Other top clutch performers:

Cassell
Bibby
Carter
Billups
Nash


----------



## dork (Mar 21, 2004)

Vince Carter is the most undderrated clutch performer..


----------



## Drewbs (Feb 16, 2004)

> Originally posted by <b>SPMJ</b>!
> 
> 
> Reggie Miller is DONE. Hasn't done anything noteworthy in the clutch over the past 2-3 seasons. His playoff performances the past couple of years have been almost embarassing to watch. He *WAS* a great clutch performer from 94-01, and is now just......OLD(38). IMO he should've retired last year itself.


What??? He hit some clutch shots this year and a few in the playoffs as well.


----------



## RP McMurphy (Jul 17, 2003)

> Originally posted by <b>SPMJ</b>!
> Reggie Miller is DONE. Hasn't done anything noteworthy in the clutch over the past 2-3 seasons.


:laugh:


----------



## HEATLUNATIC (May 27, 2002)

> Is Kobe Bryant the best in clutch?


Lets see how clutch Kobe is this season without Shaq there to take the triple team!!!


----------



## BG7 (Jun 25, 2003)

Come on guys Derek Fisher.


----------



## HEATLUNATIC (May 27, 2002)

> Reggie Miller is DONE. Hasn't done anything noteworthy in the clutch over the past 2-3 seasons. His playoff performances the past couple of years have been almost embarassing to watch. He WAS a great clutch performer from 94-01, and is now just......OLD(38). IMO he should've retired last year itself.


*WHAT???* 

Being clutch is pretty much the only thing Miller has left!!!
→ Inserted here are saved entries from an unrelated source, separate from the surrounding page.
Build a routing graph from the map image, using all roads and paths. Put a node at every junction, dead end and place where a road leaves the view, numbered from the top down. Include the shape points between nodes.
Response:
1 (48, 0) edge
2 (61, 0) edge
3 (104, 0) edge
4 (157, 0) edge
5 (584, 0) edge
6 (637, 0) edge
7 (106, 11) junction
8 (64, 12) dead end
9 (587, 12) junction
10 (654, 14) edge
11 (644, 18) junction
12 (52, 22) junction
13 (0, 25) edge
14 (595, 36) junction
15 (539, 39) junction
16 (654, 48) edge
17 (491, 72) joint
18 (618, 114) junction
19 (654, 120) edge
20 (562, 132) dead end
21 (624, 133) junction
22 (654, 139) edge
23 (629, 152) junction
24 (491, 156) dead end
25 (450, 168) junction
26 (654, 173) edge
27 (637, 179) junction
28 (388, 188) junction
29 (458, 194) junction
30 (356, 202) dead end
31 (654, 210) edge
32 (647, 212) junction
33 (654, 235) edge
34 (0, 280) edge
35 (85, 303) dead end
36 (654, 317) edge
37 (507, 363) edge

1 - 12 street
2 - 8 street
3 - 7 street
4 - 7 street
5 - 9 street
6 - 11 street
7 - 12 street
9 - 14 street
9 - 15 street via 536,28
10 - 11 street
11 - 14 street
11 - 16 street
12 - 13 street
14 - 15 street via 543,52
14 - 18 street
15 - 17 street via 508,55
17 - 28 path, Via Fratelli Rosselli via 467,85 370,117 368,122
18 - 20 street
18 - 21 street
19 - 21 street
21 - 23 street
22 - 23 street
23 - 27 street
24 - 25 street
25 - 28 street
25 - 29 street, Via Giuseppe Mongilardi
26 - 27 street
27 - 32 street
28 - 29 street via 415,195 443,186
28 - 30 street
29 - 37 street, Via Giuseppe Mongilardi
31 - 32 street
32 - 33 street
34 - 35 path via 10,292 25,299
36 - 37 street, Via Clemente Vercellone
Hes not a great starter but hes still deadly in the 4th qtr!!!


----------



## Spriggan (Mar 23, 2004)

what a ridiculous topic.

dwyane wade is the clutchest player in the NBA. why is there even an argument?


----------



## HEATLUNATIC (May 27, 2002)

> Originally posted by <b>spriggan9</b>!
> what a ridiculous topic.
> 
> dwyane wade is the clutchest player in the NBA. why is there even an argument?


Preach!!!


----------



## Pinball (Aug 3, 2002)

Why so many Kobe topics? I'm a fan ans I'm starting to get sick of him. Lets talk about team USA some more.


----------



## Spriggan (Mar 23, 2004)

> Originally posted by <b>Pinball</b>!
> Why so many Kobe topics? I'm a fan ans I'm starting to get sick of him. Lets talk about team USA some more.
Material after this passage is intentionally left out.